OTHER WALLS NOT ANCIENT[42]

But there are other walls in these ruins which are not believed to be ancient, and these have not been erected by recent generations of Makalanga, but possibly by mediæval Makalanga, or by Arabs, who had large influential colonies in this country, especially at the various Zimbabwes of the successive Monomotapas. The arguments against these walls being ancient are just as numerous and equally as cogent as those just enumerated, but the consideration of such walls is dealt with in detail in the description of the walls themselves.

REMAINS OF NATIVE HUTS FOUND IN THE RUINS

In many of the enclosures of the ruins at Zimbabwe are to be found on the present surfaces, and frequently, if the floor of the interior is not formed by the rock formation, on two floors beneath it, the remains of at least three entirely different descriptions of native huts. This is a feature constantly met with in ancient ruins throughout Southern Rhodesia, and in the early days of investigation these remains occasioned considerable perplexity to the explorer. In some ruins only one type of such structures is found, in others two classes of such dwellings, and in others three if not four different types of structure, all the three main types presenting different features in plan, construction, and material.

That these erections are not ancient is a matter of ocular demonstration.

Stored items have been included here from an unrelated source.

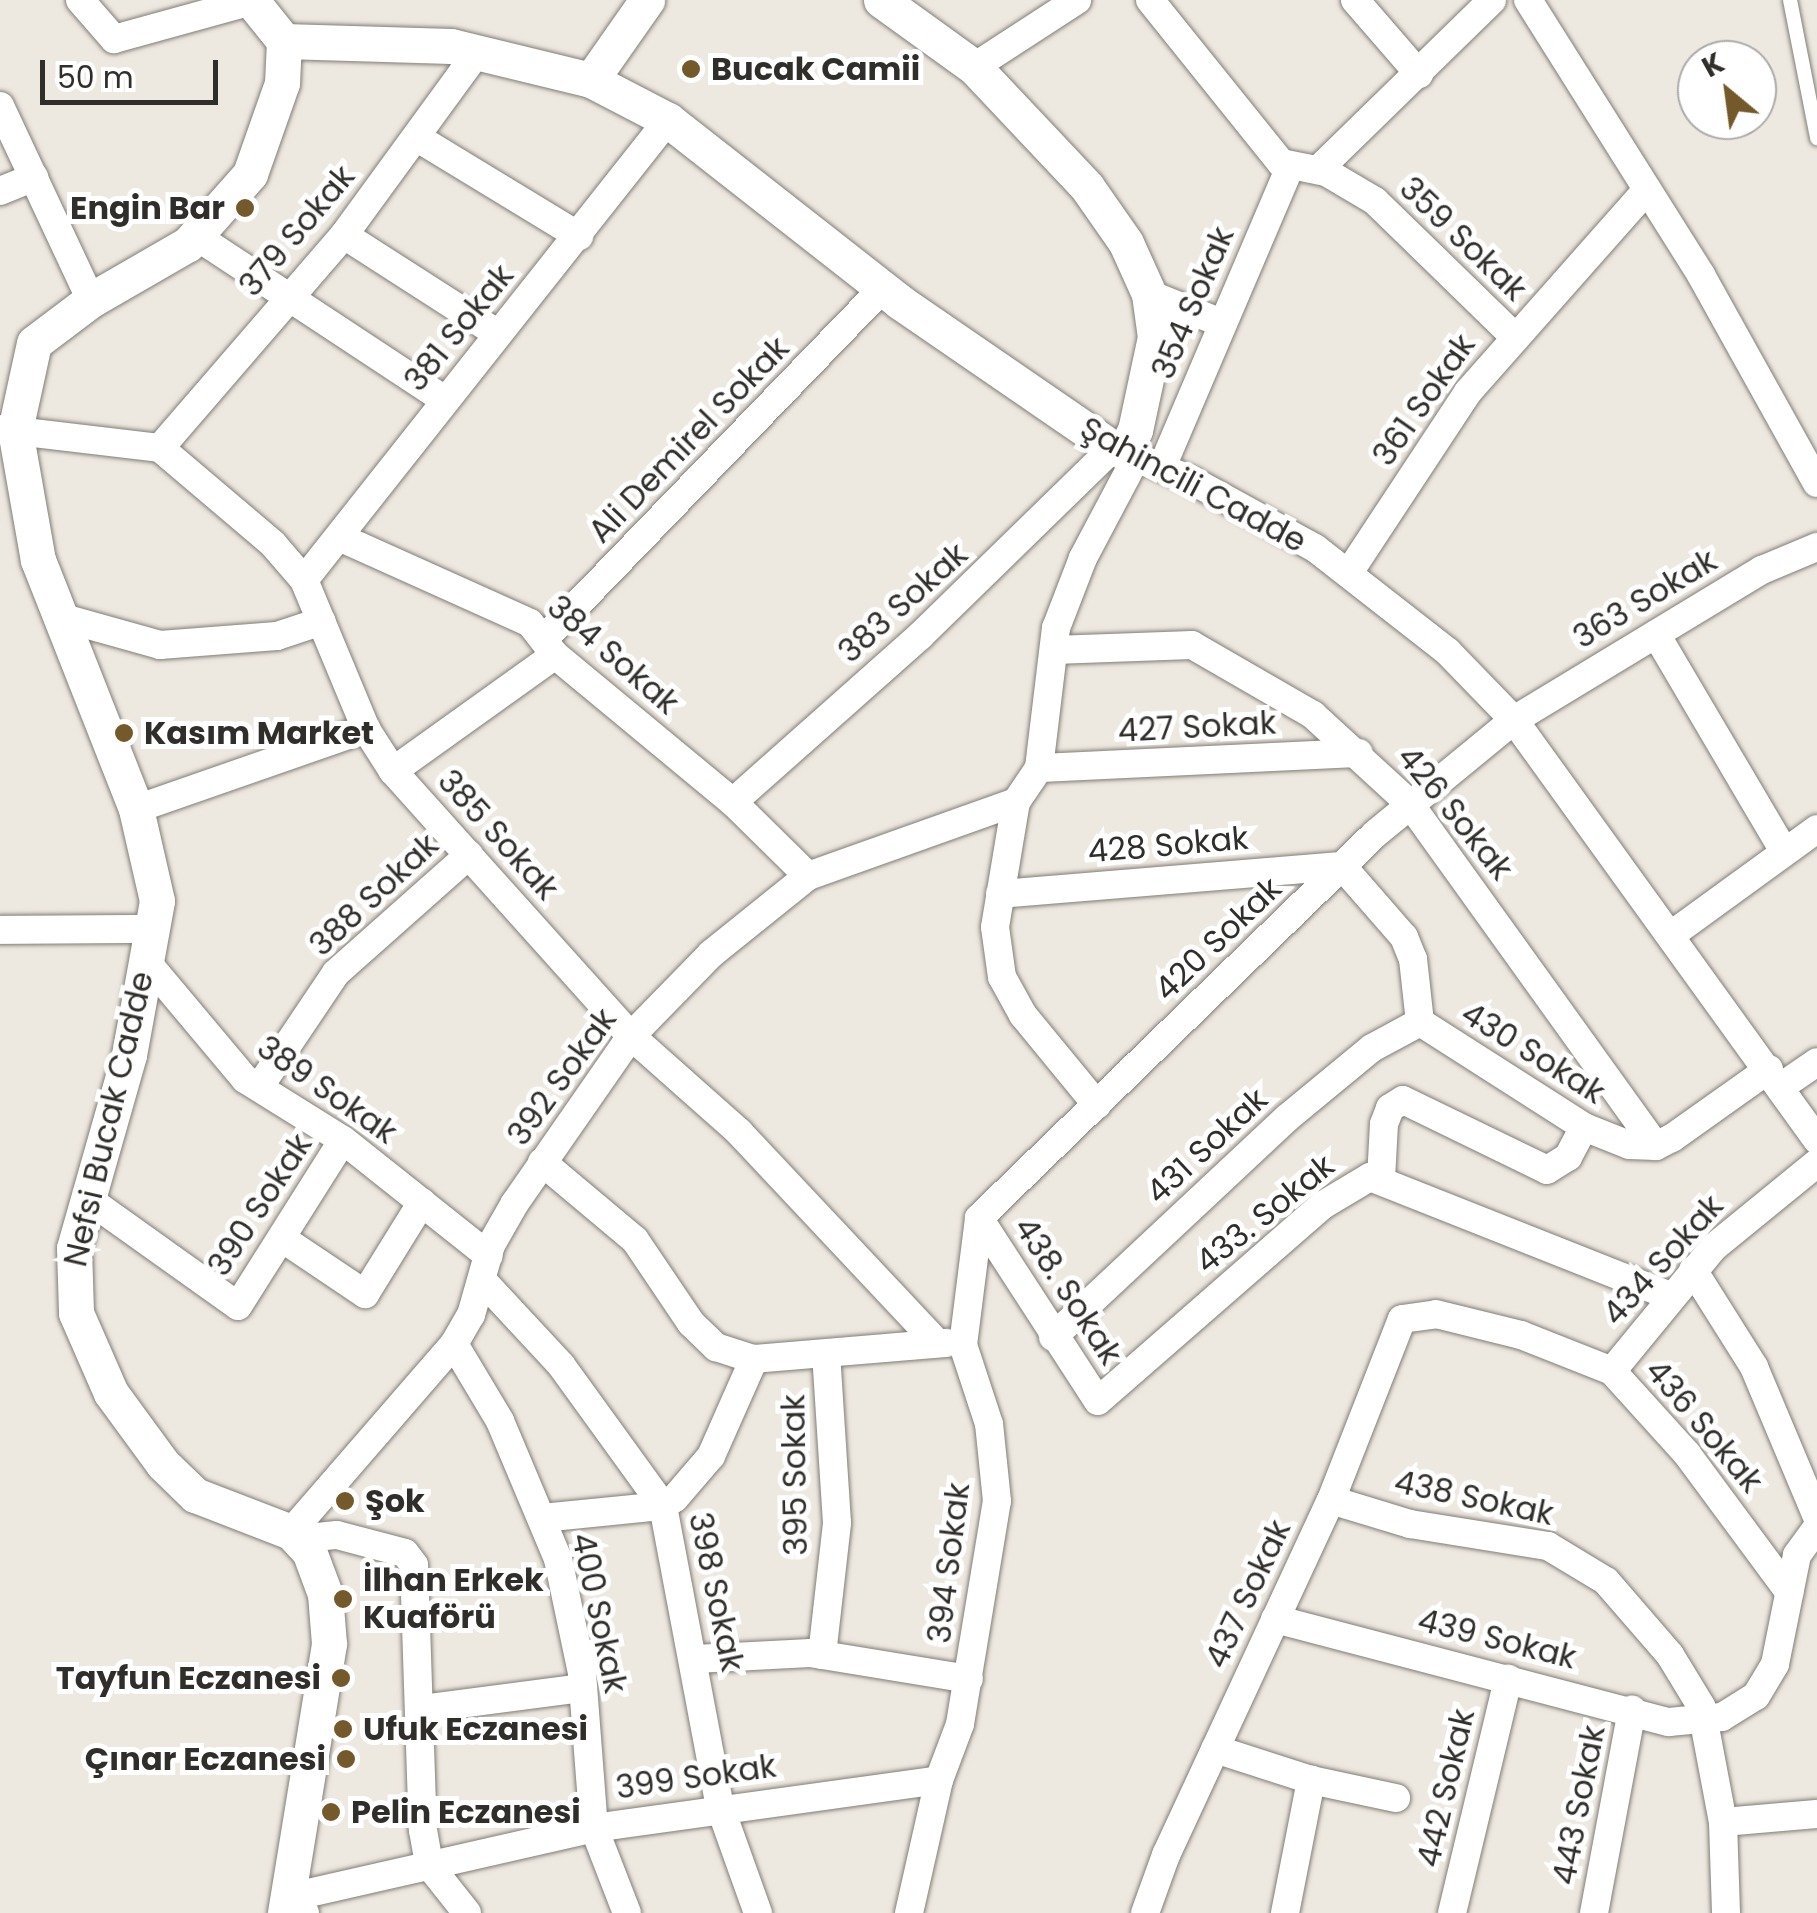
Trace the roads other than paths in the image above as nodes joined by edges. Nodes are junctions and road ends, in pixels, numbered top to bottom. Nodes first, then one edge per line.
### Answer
1 (80, 0) edge
2 (647, 0) edge
3 (881, 0) edge
4 (1076, 0) edge
5 (1150, 0) edge
6 (1355, 0) edge
7 (1492, 0) edge
8 (1528, 0) edge
9 (1790, 0) edge
10 (251, 1) edge
11 (284, 41) junction
12 (478, 51) junction
13 (974, 67) junction
14 (1419, 74) junction
15 (591, 80) junction
16 (0, 106) edge
17 (668, 120) junction
18 (416, 137) junction
19 (1817, 138) edge
20 (1304, 169) junction
21 (34, 177) junction
22 (0, 190) edge
23 (1648, 190) junction
24 (344, 235) junction
25 (196, 236) junction
26 (579, 236) junction
27 (882, 288) junction
28 (1150, 294) junction
29 (288, 298) junction
30 (91, 300) junction
31 (1222, 322) junction
32 (498, 334) junction
33 (1513, 335) junction
34 (445, 400) junction
35 (8, 430) edge
36 (160, 448) junction
37 (1119, 449) junction
38 (1162, 468) junction
39 (1815, 476) edge
40 (339, 536) junction
41 (1817, 547) edge
42 (1350, 571) junction
43 (304, 580) junction
44 (60, 617) junction
45 (322, 620) junction
46 (1656, 634) junction
47 (549, 647) junction
48 (1054, 650) junction
49 (1514, 720) junction
50 (366, 729) junction
51 (1359, 753) junction
52 (1038, 768) junction
53 (393, 770) junction
54 (732, 802) junction
55 (1016, 802) junction
56 (1410, 804) junction
57 (136, 809) junction
58 (1817, 829) edge
59 (1784, 851) junction
60 (468, 855) junction
61 (1342, 866) junction
62 (808, 876) junction
63 (1000, 894) junction
64 (0, 930) edge
65 (1671, 935) junction
66 (149, 945) junction
67 (1420, 1022) junction
68 (631, 1036) junction
69 (1817, 1062) edge
70 (1775, 1078) junction
71 (260, 1086) junction
72 (1097, 1105) junction
73 (1584, 1128) junction
74 (344, 1140) junction
75 (1817, 1140) edge
76 (1656, 1146) junction
77 (542, 1162) junction
78 (1817, 1163) edge
79 (1381, 1179) junction
80 (88, 1199) junction
81 (422, 1202) junction
82 (979, 1218) junction
83 (283, 1239) junction
84 (486, 1268) junction
85 (1693, 1270) junction
86 (1670, 1296) junction
87 (1419, 1312) joint
88 (1053, 1337) junction
89 (454, 1344) junction
90 (949, 1344) junction
91 (826, 1352) junction
92 (754, 1360) junction
93 (1612, 1371) junction
94 (1098, 1401) joint
95 (1331, 1500) junction
96 (662, 1506) junction
97 (1817, 1517) edge
98 (542, 1518) junction
99 (1817, 1527) edge
100 (295, 1535) junction
101 (1789, 1592) junction
102 (1275, 1619) junction
103 (822, 1655) junction
104 (695, 1659) junction
105 (969, 1679) junction
106 (1508, 1679) junction
107 (583, 1688) junction
108 (421, 1709) junction
109 (1632, 1710) junction
110 (1701, 1718) junction
111 (1215, 1748) junction
112 (939, 1780) junction
113 (1311, 1780) junction
114 (1396, 1798) dead end
115 (720, 1807) junction
116 (1817, 1814) edge
117 (1724, 1822) junction
118 (594, 1828) junction
119 (429, 1865) junction
120 (293, 1908) edge
121 (468, 1913) edge
122 (627, 1913) edge
123 (758, 1913) edge
124 (909, 1913) edge
125 (1146, 1913) edge
126 (1285, 1913) edge
127 (1452, 1913) edge
128 (1594, 1913) edge
129 (1726, 1913) edge

1 - 10 street
2 - 15 street
3 - 13 street
4 - 13 street
5 - 20 street, 359 Sokak
6 - 14 street
7 - 14 street, 354 Sokak
8 - 23 street
9 - 19 lane
10 - 11 street
11 - 12 street, Şahincili Cadde
11 - 25 street, Nefsi Bucak Cadde
12 - 15 street, Şahincili Cadde
12 - 18 street, 379 Sokak
13 - 28 street
14 - 20 street, 354 Sokak
15 - 17 street, Şahincili Cadde
16 - 21 street
17 - 26 street, 381 Sokak
17 - 27 street, Şahincili Cadde
18 - 24 street, 379 Sokak
18 - 26 street
20 - 31 street, 354 Sokak
20 - 33 street, 359 Sokak
21 - 22 street
21 - 30 street
23 - 33 street, 361 Sokak
23 - 39 street
24 - 29 street, 379 Sokak
24 - 32 street
25 - 29 street
25 - 30 street, Nefsi Bucak Cadde
26 - 32 street, 381 Sokak
27 - 37 street, Şahincili Cadde
27 - 47 street, Ali Demirel Sokak
28 - 31 street
28 - 37 street
29 - 34 street
29 - 36 street, 379 Sokak
30 - 35 street, Nefsi Bucak Cadde
31 - 38 street, 354 Sokak
32 - 34 street, 381 Sokak
33 - 42 street, 361 Sokak
34 - 40 street, 381 Sokak
35 - 36 street
35 - 44 street, Nefsi Bucak Cadde
36 - 43 street, 385 Sokak
37 - 38 street, Şahincili Cadde
37 - 48 street
37 - 54 street, 383 Sokak
38 - 42 street, Şahincili Cadde
40 - 43 street, 381 Sokak
40 - 47 street, 384 Sokak
41 - 46 street, 363 Sokak
42 - 49 street, Şahincili Cadde
43 - 45 street, 385 Sokak
44 - 45 street
44 - 57 street, Nefsi Bucak Cadde
45 - 50 street, 385 Sokak
46 - 49 street, 363 Sokak
46 - 59 street
47 - 53 street, Ali Demirel Sokak
47 - 54 street, 384 Sokak
48 - 51 street, 426 Sokak
48 - 52 street
49 - 56 street, 420 Sokak
49 - 65 street, Şahincili Cadde
50 - 53 street, 385 Sokak
50 - 57 street
51 - 52 street, 427 Sokak
51 - 56 street, 426 Sokak
52 - 55 street
53 - 60 street, 385 Sokak
54 - 62 street, 384 Sokak
55 - 62 street, 392 Sokak
55 - 63 street
56 - 61 street, 420 Sokak
56 - 76 street, 426 Sokak
57 - 66 street, Nefsi Bucak Cadde
58 - 59 street
59 - 65 street
60 - 68 street, 385 Sokak
60 - 71 street, 388 Sokak
61 - 63 street, 428 Sokak
61 - 67 street, 430 Sokak
61 - 72 street, 420 Sokak
62 - 68 street, 392 Sokak
63 - 72 street
64 - 66 street
65 - 70 street, Şahincili Cadde
66 - 71 street, 389 Sokak
66 - 80 street, Nefsi Bucak Cadde
67 - 73 street, 430 Sokak
67 - 88 street, 431 Sokak
68 - 77 street, 392 Sokak
68 - 90 street, 385 Sokak
69 - 70 street
70 - 75 street, Şahincili Cadde
70 - 76 street
71 - 74 street, 389 Sokak
72 - 82 street, 420 Sokak
73 - 76 street, 430 Sokak
73 - 79 street
74 - 81 street, 389 Sokak
74 - 83 street, 390 Sokak
77 - 84 street, 392 Sokak
77 - 92 street
78 - 85 street, 434 Sokak
79 - 86 street, 433. Sokak
79 - 94 street, 433. Sokak
80 - 83 street, 390 Sokak
80 - 100 street, Nefsi Bucak Cadde
81 - 83 street
81 - 84 street, 389 Sokak
82 - 88 street, 438. Sokak
82 - 90 street, 394 Sokak
84 - 89 street, 392 Sokak
84 - 96 street, 398 Sokak
85 - 86 street, 434 Sokak
85 - 97 street
86 - 93 street, 434 Sokak
87 - 93 street, 436 Sokak
87 - 95 street, 437 Sokak
88 - 94 street, 438. Sokak
89 - 98 street, 400 Sokak
89 - 100 street, 392 Sokak
90 - 91 street
90 - 105 street, 394 Sokak
91 - 92 street
91 - 103 street, 395 Sokak
92 - 96 street
93 - 101 street, 436 Sokak
95 - 102 street, 437 Sokak
95 - 110 street, 438 Sokak
96 - 98 street
96 - 104 street, 398 Sokak
98 - 107 street, 400 Sokak
99 - 101 street
100 - 108 street
100 - 120 street
101 - 110 street
102 - 106 street, 439 Sokak
102 - 111 street, 437 Sokak
103 - 104 street
103 - 105 street
104 - 115 street, 398 Sokak
105 - 112 street, 394 Sokak
106 - 109 street, 439 Sokak
106 - 127 street, 442 Sokak
107 - 108 street
107 - 118 street, 400 Sokak
108 - 119 street
109 - 110 street, 439 Sokak
109 - 128 street, 443 Sokak
110 - 117 street, 438 Sokak
111 - 113 street
111 - 125 street, 437 Sokak
112 - 115 street, 399 Sokak
112 - 124 street, 394 Sokak
113 - 114 street
113 - 126 street
115 - 118 street, 399 Sokak
115 - 123 street, 398 Sokak
116 - 117 street
117 - 129 street, 438 Sokak
118 - 119 street, 399 Sokak
118 - 122 street, 400 Sokak
119 - 120 street, 399 Sokak
119 - 121 street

(a) This is shown by their position on the clay floors laid over the débris which has been filled into the enclosure to the depth of from 3 ft. to 7 ft. above any ancient floor, hiding rounded entrances, passages, and smaller sub-divisional walls, and burying, as at some ruins, the ancient decorative patterns on the walls. The examination of the material employed, and the class of its make so similar to the remains of native huts in old deserted villages, all negative any suggestion of antiquity.